Habitual disrespect on campus

By Emily Brokaw | Contributor

Prevalent bike theft is a symptom of prevalent disrespect.

Prevalent bike theft is a symptom of prevalent disrespect.

As the final chords of a reflective song in chapel end, I hold my breath. Five seconds later, a single “whoop” shatters the peaceful silence. Later in the week, my roommate comes home with a tale of how she saw the person who stole her bike riding it around campus and finally hunted it down, leaving a note when she reclaimed her vehicle.

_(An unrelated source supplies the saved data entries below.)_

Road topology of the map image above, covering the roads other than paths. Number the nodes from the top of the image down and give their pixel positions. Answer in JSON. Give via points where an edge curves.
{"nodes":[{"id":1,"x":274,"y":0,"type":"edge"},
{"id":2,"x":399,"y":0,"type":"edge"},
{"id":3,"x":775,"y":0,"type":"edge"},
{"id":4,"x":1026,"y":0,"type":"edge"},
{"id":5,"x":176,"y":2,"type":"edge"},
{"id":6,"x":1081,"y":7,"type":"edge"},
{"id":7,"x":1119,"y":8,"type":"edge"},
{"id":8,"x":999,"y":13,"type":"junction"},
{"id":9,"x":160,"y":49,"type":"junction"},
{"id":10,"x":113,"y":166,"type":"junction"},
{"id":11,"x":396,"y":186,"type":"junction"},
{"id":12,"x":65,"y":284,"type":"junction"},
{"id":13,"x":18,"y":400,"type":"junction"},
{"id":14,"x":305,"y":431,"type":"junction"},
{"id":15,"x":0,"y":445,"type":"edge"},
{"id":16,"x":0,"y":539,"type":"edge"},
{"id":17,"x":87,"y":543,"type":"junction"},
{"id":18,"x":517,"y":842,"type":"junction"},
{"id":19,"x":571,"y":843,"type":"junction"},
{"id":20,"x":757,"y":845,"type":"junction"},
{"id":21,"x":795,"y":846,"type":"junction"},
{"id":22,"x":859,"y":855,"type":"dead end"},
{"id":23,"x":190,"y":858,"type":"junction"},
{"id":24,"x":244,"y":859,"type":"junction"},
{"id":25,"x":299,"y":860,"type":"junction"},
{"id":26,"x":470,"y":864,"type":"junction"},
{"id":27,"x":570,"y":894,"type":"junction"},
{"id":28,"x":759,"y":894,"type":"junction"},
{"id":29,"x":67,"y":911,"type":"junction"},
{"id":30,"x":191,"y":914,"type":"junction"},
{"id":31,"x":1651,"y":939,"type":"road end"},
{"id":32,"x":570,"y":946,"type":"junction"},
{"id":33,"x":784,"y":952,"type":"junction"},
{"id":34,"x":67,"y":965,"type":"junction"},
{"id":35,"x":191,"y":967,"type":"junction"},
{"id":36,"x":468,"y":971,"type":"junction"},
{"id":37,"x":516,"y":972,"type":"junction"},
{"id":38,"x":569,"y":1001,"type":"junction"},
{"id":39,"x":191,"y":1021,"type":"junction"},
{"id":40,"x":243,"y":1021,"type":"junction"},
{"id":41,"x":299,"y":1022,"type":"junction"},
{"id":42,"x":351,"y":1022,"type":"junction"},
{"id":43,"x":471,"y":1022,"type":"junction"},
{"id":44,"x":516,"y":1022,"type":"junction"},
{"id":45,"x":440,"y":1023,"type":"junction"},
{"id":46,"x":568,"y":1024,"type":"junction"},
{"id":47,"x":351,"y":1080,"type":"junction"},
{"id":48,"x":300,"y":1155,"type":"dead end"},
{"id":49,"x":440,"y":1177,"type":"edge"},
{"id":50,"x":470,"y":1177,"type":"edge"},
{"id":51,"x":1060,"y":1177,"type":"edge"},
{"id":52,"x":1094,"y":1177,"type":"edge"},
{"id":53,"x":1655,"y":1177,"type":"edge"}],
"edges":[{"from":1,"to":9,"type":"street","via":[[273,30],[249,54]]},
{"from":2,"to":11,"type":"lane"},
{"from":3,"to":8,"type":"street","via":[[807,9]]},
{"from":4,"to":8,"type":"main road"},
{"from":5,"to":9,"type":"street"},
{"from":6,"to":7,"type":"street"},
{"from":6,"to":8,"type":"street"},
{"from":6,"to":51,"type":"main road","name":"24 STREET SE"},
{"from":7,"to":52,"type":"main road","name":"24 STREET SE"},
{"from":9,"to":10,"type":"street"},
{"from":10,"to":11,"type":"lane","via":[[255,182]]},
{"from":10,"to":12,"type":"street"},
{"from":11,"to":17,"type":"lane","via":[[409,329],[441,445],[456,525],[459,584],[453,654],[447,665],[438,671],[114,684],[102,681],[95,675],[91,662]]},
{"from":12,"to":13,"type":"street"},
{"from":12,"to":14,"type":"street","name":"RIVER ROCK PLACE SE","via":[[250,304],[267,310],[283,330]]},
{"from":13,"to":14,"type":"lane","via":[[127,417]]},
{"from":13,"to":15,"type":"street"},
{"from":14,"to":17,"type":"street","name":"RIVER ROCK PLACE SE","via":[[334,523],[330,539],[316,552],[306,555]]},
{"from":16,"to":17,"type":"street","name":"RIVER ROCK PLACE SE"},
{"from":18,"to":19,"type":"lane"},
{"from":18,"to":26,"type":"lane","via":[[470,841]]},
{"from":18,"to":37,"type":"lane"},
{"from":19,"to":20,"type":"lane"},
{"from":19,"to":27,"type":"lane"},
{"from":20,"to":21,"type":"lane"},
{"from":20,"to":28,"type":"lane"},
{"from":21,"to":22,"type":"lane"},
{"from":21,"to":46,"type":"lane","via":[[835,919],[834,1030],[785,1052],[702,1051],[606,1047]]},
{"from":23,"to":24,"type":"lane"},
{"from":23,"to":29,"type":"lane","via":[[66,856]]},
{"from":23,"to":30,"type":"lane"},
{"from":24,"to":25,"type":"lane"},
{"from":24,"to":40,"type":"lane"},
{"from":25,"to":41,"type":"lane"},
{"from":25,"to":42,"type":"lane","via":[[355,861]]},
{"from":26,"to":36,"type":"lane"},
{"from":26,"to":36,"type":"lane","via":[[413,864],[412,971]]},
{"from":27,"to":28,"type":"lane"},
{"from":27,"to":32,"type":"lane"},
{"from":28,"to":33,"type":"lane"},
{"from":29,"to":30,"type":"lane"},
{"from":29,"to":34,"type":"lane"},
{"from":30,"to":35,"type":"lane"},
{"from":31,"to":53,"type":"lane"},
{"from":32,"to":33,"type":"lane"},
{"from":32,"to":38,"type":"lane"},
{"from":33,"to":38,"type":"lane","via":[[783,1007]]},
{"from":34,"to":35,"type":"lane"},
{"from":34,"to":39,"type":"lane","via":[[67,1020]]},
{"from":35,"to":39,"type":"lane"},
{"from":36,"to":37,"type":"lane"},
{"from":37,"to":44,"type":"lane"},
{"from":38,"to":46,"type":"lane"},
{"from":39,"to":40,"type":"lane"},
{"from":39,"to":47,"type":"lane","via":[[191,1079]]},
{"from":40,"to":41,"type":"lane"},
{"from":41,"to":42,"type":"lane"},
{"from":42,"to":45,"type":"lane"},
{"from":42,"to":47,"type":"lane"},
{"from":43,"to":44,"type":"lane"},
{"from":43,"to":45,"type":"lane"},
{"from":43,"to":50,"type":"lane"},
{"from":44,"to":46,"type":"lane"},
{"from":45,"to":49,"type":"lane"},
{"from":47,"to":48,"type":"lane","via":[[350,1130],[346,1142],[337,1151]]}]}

And when I walk into the pristine recital hall on Wednesday night for Senior Seminar, the smell of Grille food greets me despite the signs posted on the doors asking people to not bring food into the room.

The unfortunate truth is that these are not isolated, one-time events. They are recurring, and they demonstrate a continuous lack of respect and etiquette on campus.

Sure, cheering for your friend is a great way to show support, so long as you don’t drown out the music. And if someone isn’t using a bike and you’re late to class, you can always plan to return it later. And it is true that rushing between classes and practices can make it difficult to find time to eat dinner on Wednesdays.

So we give ourselves excuses for such behavior. “I’m sure this person doesn’t really need their bike right now. I’m late to class, and they were asking for it to be borrowed by leaving it unlocked. Besides, it’s not like I’m stealing a laptop.”

Or maybe it’s a matter of letting everyone know that it’s your roommate or your friend on stage, and that you know musically talented people who are playing in a chapel band. Other times it’s a case of “well, I’m sure they’ll make an exception for me; after all I’m just one person, and I don’t do it that often, so it should be fine this once.”

But at the root of all of those excuses is the belief that our needs come first without any thought for others. If you add up all of those cases of, “well, I’m only one person doing this one thing,” then soon it turns into dozens of people doing “one thing.” The end result is prevalent bike theft, a lack of etiquette in certain settings and disrespect of school property.

If we give ourselves excuses for this kind of behavior, what kind of example are we setting as Christ followers? Instead of demonstrating love for people through respect, we act upon our selfish instincts.

What a strange picture we paint for those observing us from outside our little bubble. Sure, we shrug off the bike theft because it’s normal to us. We roll our eyes at the people talking loudly in class or shouting or clapping at the wrong spots in concerts and worship services. We sometimes even go as far as asking people to abide by the rules out of respect for a space or person.

But that’s not enough. It’s hard to break a habit that seems to have simply become part of the Taylor culture. And yet how vital it is for us to learn respect. It’s more than a matter of good manners and looking like an upstanding citizen. We are called to be stewards of creation, to love our neighbors and to be servant leaders. One way we can strive to meet all of those is by simply showing respect.

It becomes very clear who we’re putting first when we don’t steal bikes. When we allow for moments of silence in Chapel. When we respect the campus facilities. And what’s more, in breaking these habits, we leave a legacy behind for those that follow us—a legacy of respecting one another and loving the way Christ loves us.